Ruining the fun for everyone

UPDATE: In a move that no one saw coming, we decided as a group to do a home game on Sunday's instead. It's been an ongoing thing where they shunt us off to the side any time something is happening and the host of the Sunday Drop-In event got sick of it. He talked to a few of us and asked us if we wanted to just make it a weekly home session instead. Honestly, having more control over volume, space, and who is playing at our table sounded too good to pass up, so as of this coming Sunday, we will no longer be doing DND there.

I DID speak to the bartenders there and pointed him out. It's up to them to decide how they want to handle it now.

EDIT: You all are absolutely right. I need to bring this up to management to address if it continues to be an issue. This is an event that means a lot to the people who are part of it, and we want to make sure everyone is comfortable and actually WANTS to come back. I'll be bringing it up on Sunday.

I started attending a drop-in D&D night at my local board game bar, something I’d always been interested in but never had enough friends to play. After going weekly, I got hooked. The host of the event has since become one of my best friends, and now we run a twice-a-month home game where I’ve been DMing. I’ve fallen in love with TTRPGs and branched out into other systems like Mothership, Ten Candles, Kids on Bikes, and Monster of the Week. Through this, I found a community where I truly fit in and made lifelong friends.
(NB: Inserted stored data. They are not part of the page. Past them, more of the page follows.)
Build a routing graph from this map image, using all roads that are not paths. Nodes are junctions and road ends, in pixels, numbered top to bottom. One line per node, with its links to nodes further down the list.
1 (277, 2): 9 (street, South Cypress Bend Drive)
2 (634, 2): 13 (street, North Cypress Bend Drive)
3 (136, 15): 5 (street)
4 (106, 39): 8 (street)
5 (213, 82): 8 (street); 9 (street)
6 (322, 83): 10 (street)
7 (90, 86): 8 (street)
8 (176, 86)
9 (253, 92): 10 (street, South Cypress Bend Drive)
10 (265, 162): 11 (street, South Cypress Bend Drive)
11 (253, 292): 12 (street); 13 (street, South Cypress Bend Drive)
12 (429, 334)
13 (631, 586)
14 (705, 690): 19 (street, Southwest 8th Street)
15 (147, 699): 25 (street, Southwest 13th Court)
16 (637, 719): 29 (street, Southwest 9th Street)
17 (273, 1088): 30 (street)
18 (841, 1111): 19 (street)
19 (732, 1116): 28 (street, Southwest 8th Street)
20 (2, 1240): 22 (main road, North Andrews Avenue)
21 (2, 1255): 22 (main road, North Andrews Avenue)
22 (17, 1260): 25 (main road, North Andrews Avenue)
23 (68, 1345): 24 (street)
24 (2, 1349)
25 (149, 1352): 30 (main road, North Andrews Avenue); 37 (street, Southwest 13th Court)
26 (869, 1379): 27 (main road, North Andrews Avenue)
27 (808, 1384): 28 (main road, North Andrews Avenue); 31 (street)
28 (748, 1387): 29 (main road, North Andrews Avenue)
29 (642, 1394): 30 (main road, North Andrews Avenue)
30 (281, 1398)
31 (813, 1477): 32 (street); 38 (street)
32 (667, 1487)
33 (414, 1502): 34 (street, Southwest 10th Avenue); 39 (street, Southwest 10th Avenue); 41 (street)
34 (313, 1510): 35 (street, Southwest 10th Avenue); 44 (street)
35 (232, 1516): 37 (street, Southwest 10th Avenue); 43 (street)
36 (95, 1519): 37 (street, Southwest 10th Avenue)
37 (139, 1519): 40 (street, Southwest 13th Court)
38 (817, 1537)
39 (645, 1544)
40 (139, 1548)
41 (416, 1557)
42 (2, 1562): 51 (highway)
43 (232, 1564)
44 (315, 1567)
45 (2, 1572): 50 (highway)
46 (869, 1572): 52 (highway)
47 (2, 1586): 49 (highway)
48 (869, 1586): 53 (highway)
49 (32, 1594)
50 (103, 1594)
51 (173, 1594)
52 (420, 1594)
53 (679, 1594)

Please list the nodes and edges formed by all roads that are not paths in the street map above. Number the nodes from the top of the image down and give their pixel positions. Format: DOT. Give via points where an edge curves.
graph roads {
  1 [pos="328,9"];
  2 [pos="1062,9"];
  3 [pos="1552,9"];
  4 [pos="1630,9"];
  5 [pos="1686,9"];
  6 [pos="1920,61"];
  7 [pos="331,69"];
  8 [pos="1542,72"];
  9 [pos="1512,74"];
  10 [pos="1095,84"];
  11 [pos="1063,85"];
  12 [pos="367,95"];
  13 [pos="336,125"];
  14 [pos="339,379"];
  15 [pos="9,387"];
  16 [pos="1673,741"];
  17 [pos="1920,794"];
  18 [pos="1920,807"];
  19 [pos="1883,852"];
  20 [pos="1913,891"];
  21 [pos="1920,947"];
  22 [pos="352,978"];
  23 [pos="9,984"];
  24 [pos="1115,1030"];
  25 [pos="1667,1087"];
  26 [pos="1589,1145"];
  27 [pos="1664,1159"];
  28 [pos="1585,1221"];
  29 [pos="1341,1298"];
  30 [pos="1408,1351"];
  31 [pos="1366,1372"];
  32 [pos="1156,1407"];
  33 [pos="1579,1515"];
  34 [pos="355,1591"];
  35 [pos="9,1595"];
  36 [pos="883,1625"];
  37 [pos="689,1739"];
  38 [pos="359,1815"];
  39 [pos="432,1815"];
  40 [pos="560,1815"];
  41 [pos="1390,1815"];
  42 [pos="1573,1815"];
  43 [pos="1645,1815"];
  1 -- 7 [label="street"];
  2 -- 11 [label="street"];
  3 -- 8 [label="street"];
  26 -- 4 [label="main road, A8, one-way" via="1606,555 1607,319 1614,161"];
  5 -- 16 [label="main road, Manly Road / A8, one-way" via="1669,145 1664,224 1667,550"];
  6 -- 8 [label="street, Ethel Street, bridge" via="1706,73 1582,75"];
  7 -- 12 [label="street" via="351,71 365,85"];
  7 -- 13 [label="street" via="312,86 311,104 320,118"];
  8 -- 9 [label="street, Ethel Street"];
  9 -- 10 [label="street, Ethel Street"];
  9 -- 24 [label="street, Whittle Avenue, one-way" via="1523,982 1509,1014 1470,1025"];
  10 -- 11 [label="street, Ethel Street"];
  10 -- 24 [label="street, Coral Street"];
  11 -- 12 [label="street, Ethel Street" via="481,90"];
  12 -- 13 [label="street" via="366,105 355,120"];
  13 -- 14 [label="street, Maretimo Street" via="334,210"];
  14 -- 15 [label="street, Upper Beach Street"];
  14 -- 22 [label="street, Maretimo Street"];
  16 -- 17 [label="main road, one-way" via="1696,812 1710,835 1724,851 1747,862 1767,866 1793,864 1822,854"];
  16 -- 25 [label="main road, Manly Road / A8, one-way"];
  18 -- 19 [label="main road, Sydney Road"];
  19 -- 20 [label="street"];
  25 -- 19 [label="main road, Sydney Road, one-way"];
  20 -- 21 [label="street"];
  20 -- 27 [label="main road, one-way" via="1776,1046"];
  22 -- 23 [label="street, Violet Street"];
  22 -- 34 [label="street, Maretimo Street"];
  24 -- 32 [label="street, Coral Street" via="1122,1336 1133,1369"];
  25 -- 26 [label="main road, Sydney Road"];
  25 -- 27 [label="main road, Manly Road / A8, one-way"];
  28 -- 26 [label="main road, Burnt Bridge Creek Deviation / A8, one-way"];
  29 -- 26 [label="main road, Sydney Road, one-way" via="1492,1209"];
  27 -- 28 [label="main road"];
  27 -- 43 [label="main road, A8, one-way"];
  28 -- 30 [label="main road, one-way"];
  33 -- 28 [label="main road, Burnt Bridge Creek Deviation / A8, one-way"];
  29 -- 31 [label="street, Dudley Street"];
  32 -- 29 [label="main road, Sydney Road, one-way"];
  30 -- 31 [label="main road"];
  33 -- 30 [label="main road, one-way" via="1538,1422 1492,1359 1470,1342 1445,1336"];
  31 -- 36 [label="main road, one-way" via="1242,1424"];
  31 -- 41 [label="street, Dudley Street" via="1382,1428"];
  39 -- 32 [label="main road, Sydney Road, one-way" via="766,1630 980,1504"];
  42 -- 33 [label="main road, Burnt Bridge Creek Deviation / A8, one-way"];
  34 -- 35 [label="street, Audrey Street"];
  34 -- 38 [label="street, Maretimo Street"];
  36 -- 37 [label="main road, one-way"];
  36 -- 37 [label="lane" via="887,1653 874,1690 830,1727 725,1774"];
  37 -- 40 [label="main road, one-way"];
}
The host ran a homebrew campaign set in Neverwinter involving werewolves that lasted about six months. Most of the players were returning week-to-week because we enjoyed the story and got along well. It was going great, and those same players are now part of our home game. But then Tokka showed up.

Tokka is the stereotype of a bad D&D player. He arrives with a carrying case full of supplies he never uses, smells bad, doesn’t wash his hands, chews with his mouth open, and is just generally unhygienic. He min/maxed his character after learning about the campaign, and constantly "Um Actually"-ed the DM, even after being told that the rules weren't strictly by the book. For example, our DM allowed drinking a potion as a bonus action unless it was stored in a backpack. Tokka argued about this for nearly five minutes before being told to stop or leave.

He also spent most of the game on his phone, only paying attention when it was his turn, and even then he’d take forever to catch up. If he wasn’t interested in the roleplay, he’d wander off to look at the board games on the wall. His disrespectful attitude toward the group got on my nerves. We started showing up an hour early to fill the table and force him to pick another group to play with, which worked most of the time, though he caught on and started coming early too.

Eventually, the DM had a talk with him about his behavior. While hygiene and table manners weren't something we could address, his playing habits improved for a bit, and the campaign wrapped up without too much more issue.

After that, I started DMing my own homebrew campaigns, and the feedback was mostly positive. I’d been able to avoid Tokka sitting at my table—until last week. I was running a spooky one-shot where the players had to save a village from an undead necromancer. Tokka decided to join that week and, as usual, min/maxed his character based on the overview I gave the players.

Everything started well enough, but once combat hit, Tokka went back to his old habits—correcting every other player and arguing over rules, even after I told him to stop. He sat on his phone most of the time and, during his turn, decided to use a QR code to order food in the middle of combat. After the session ended, I talked to my friend who hosts, and he pulled Tokka aside for another talk, giving him a final warning and advising him to avoid my table in the future.

I do feel bad for Tokka because it seems like he may not have many friends or much experience in social settings like this, but his behavior makes it really hard to play with him. I hope the conversation helps him realize how disruptive he's been so he can participate better without derailing the game or trying to be a rules lawyer.